*** Opening INPUT MATERIAL ***
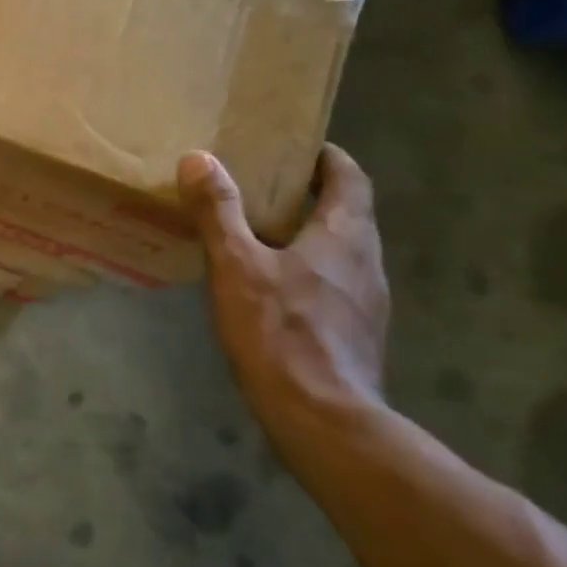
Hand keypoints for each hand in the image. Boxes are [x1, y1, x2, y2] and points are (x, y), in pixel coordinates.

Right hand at [177, 145, 388, 420]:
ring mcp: (368, 303)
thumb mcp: (237, 265)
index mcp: (345, 235)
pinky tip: (276, 291)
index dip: (329, 158)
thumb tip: (198, 159)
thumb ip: (219, 211)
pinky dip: (311, 272)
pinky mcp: (359, 335)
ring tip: (265, 235)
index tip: (300, 148)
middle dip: (314, 196)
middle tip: (268, 187)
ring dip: (313, 236)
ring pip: (343, 253)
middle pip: (349, 214)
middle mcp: (367, 262)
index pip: (350, 178)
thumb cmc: (280, 331)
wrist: (323, 419)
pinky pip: (337, 286)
*** Closing INPUT MATERIAL ***
Go through the records and repeat each one exactly, skipping anything that is a picture.

### ANSWER FOR THE TASK
Hand keypoints for each hand in the image. Boxes are [x1, y1, x2, y2] and points are (x, y), in pixel coordinates.

Right hand at [177, 145, 388, 420]:
ring mcp: (368, 303)
thumb mcp: (237, 265)
index mcp: (345, 235)
pinky tip: (276, 291)
index dip: (329, 158)
thumb tip: (198, 159)
thumb ip: (219, 211)
pinky dip: (311, 272)
pinky mcp: (359, 335)
ring tip: (265, 235)
index tip: (300, 148)
middle dip: (314, 196)
middle tip: (268, 187)
ring dip: (313, 236)
ring pip: (343, 253)
middle pip: (349, 214)
middle mcp: (367, 262)
index pip: (350, 178)
thumb cmc: (280, 331)
wrist: (323, 419)
pinky pip: (337, 286)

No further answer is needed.